Он медленно пересек зал, и толпа словно расступалась перед ним сама собой.

«Граф Андрей Курагин, – представился он, и голос у него был низкий, чуть насмешливый, но не недобрый. – Вы, кажется, новая планета на нашем придворном небосклоне, мадемуазель…?»

«Воронцова. Елизавета», – выдавила она, чувствуя, как жар поднимается к щекам.

«Елизавета, – повторил он, и имя на его устах звучало как стих. – И как вам наш маскарад, мадемуазель Воронцова? Где каждое лицо – маска, а каждое слово – тщательно взвешенная монета?»

«Я еще не научилась их взвешивать, граф. Пока только роняю».

Уголок его губ дрогнул. «Честное признание. Редкость. Осторожнее с ним – здесь честность принимают за вызов».

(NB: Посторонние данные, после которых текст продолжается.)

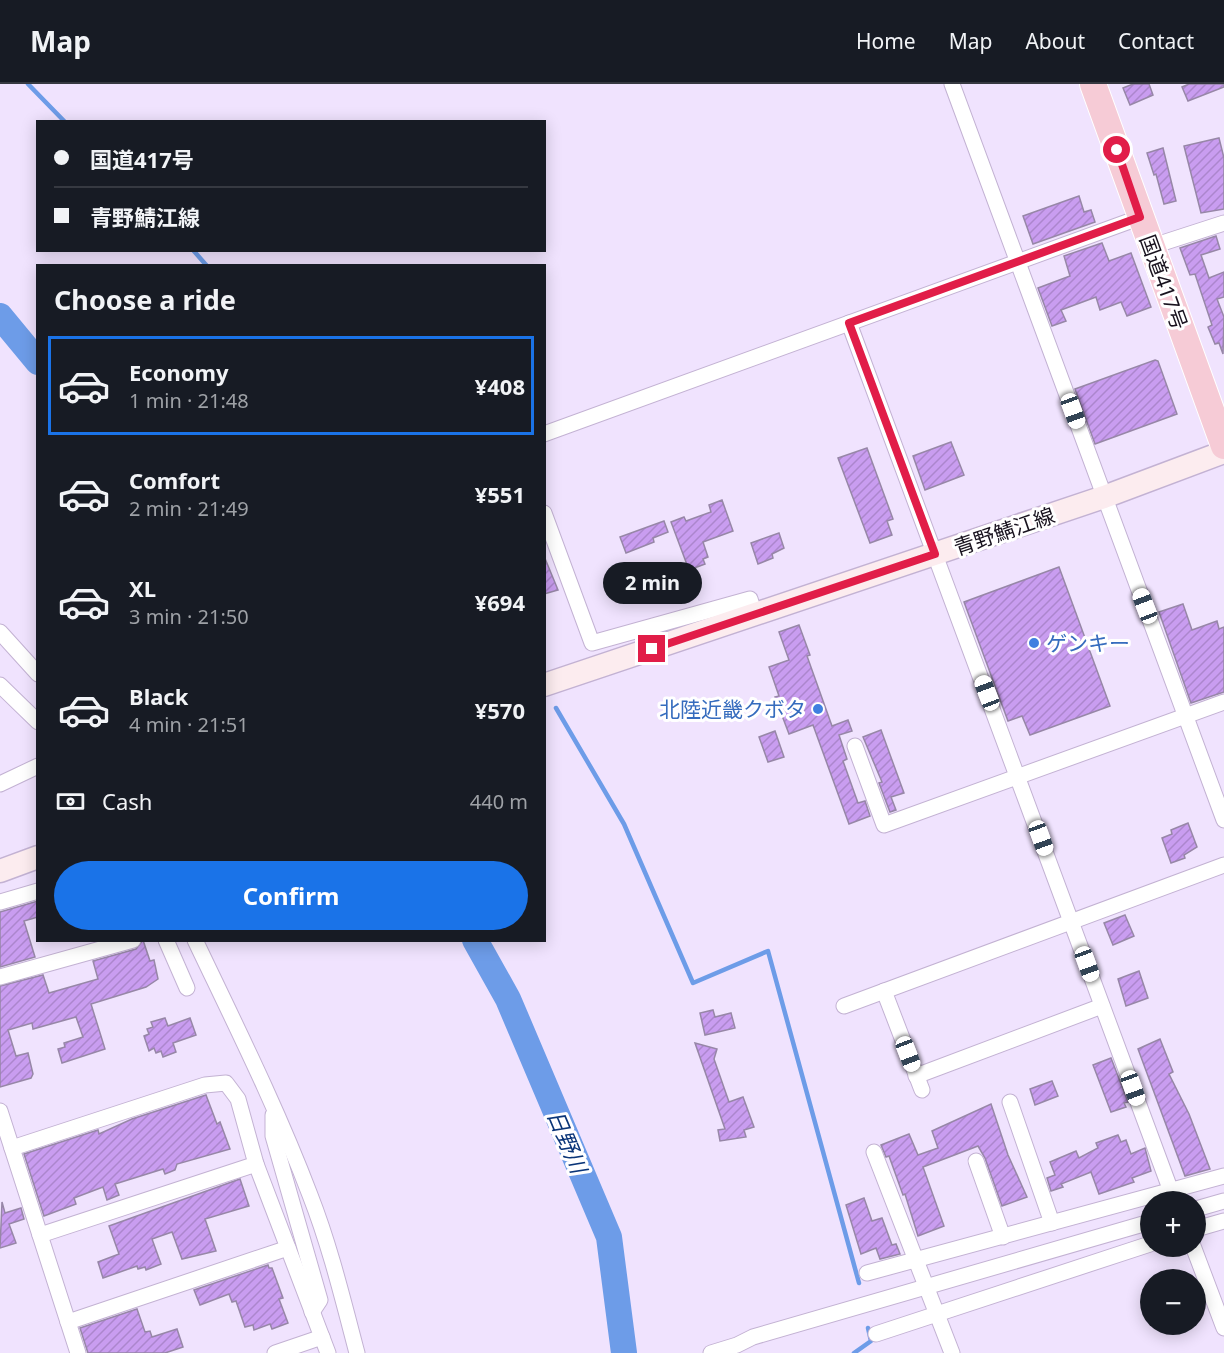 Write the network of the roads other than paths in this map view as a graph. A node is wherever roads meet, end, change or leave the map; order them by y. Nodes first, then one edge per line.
1 (952, 84) edge
2 (1093, 84) edge
3 (1140, 217) junction
4 (1224, 223) edge
5 (1150, 247) junction
6 (1019, 261) junction
7 (849, 323) junction
8 (546, 433) edge
9 (1224, 446) edge
10 (1224, 452) edge
11 (1104, 497) junction
12 (546, 518) edge
13 (935, 554) junction
14 (756, 615) junction
15 (0, 632) edge
16 (36, 672) edge
17 (546, 684) edge
18 (0, 685) edge
19 (1224, 702) edge
20 (1186, 715) junction
21 (36, 720) edge
22 (855, 746) dead end
23 (36, 767) edge
24 (1018, 776) junction
25 (0, 783) edge
26 (1224, 820) edge
27 (36, 858) edge
28 (1224, 865) edge
29 (0, 871) edge
30 (36, 892) edge
31 (0, 902) edge
32 (1071, 922) junction
33 (126, 942) edge
34 (167, 942) edge
35 (196, 942) edge
36 (0, 977) edge
37 (187, 988) dead end
38 (884, 991) junction
39 (844, 1006) dead end
40 (1102, 1006) junction
41 (916, 1076) junction
42 (922, 1090) dead end
43 (1010, 1102) dead end
44 (273, 1109) junction
45 (0, 1111) edge
46 (12, 1148) junction
47 (874, 1152) dead end
48 (976, 1161) dead end
49 (256, 1164) junction
50 (1224, 1176) edge
51 (1171, 1191) edge
52 (1186, 1191) edge
53 (1224, 1201) edge
54 (1140, 1203) edge
55 (1206, 1206) edge
56 (1224, 1221) edge
57 (1052, 1223) junction
58 (1140, 1225) edge
59 (1206, 1226) edge
60 (40, 1235) junction
61 (1003, 1237) junction
62 (1140, 1247) edge
63 (288, 1248) junction
64 (1197, 1257) edge
65 (914, 1259) junction
66 (867, 1273) dead end
67 (926, 1287) junction
68 (312, 1312) junction
69 (937, 1315) junction
70 (68, 1322) junction
71 (1224, 1328) edge
72 (876, 1334) dead end
73 (322, 1337) junction
74 (78, 1353) edge
75 (276, 1353) edge
76 (328, 1353) edge
77 (357, 1353) edge
78 (711, 1353) edge
79 (952, 1353) edge

1 - 6 street
2 - 3 highway, 国道417号
3 - 5 highway, 国道417号
3 - 6 street
4 - 5 street
5 - 9 highway, 国道417号
6 - 7 street
6 - 11 street
7 - 8 street
7 - 13 street
10 - 11 main road, 青野鯖江線
11 - 13 main road, 青野鯖江線
11 - 20 street
12 - 14 street
13 - 14 main road, 青野鯖江線
13 - 24 street
14 - 17 main road, 青野鯖江線
15 - 16 street
18 - 21 street
19 - 20 street
20 - 24 street
20 - 26 street
22 - 24 street
23 - 25 street
24 - 32 street
27 - 29 main road
28 - 32 street
30 - 31 street
32 - 38 street
32 - 40 street
33 - 36 street
34 - 37 street
35 - 44 street
38 - 39 street
38 - 41 street
40 - 41 street
40 - 51 street
41 - 42 street
43 - 57 street
44 - 68 street
44 - 77 street
45 - 46 street
46 - 49 street
46 - 60 street
47 - 65 street
48 - 61 street
49 - 60 street
49 - 63 street
50 - 52 street
53 - 55 street
54 - 57 street
56 - 59 street
57 - 61 street
58 - 67 street
60 - 70 street
61 - 65 street
62 - 69 street
63 - 68 street
63 - 70 street
64 - 71 street
65 - 66 street
65 - 67 street
67 - 69 street
67 - 78 street
68 - 73 street
69 - 72 street
69 - 79 street
70 - 74 street
73 - 75 street
73 - 76 street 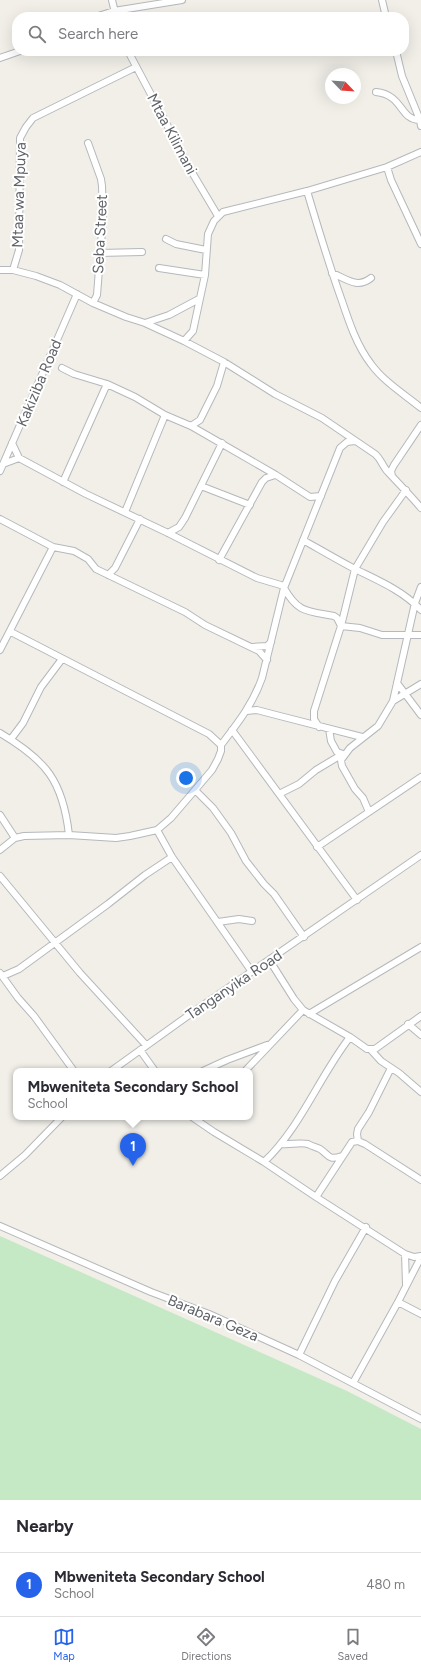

«А вы?» – неожиданно для себя спросила Лиза. «Вы тоже считаете чувства слабостью?»

Его глаза на мгновение потемнели, став похожими на зимнее небо перед бурей. Щит насмешки дрогнул, обнажив что-то голое и ранимое.

«Чувства – роскошь, мадемуазель, – произнес он тихо, почти шепотом, который тонул в аккордах полонеза. – Дорогая и недолговечная. Умный человек не покупает то, что не может удержать».

Он поклонился, изящно и холодно, и растворился в толпе, оставив ее одну у колонны с внезапно выросшим в груди комом недосказанности и странной, щемящей боли – как будто она увидела глубокий шрам, лишь мельком прикоснувшись к нему.

А из глубины зала, с императорского возвышения, мудрые, всевидящие глаза Екатерины Алексеевны наблюдали за этой маленькой сценой. И на устах Государыни, знавшей цену и маскам, и шрамам, играла едва заметная, понимающая улыбка.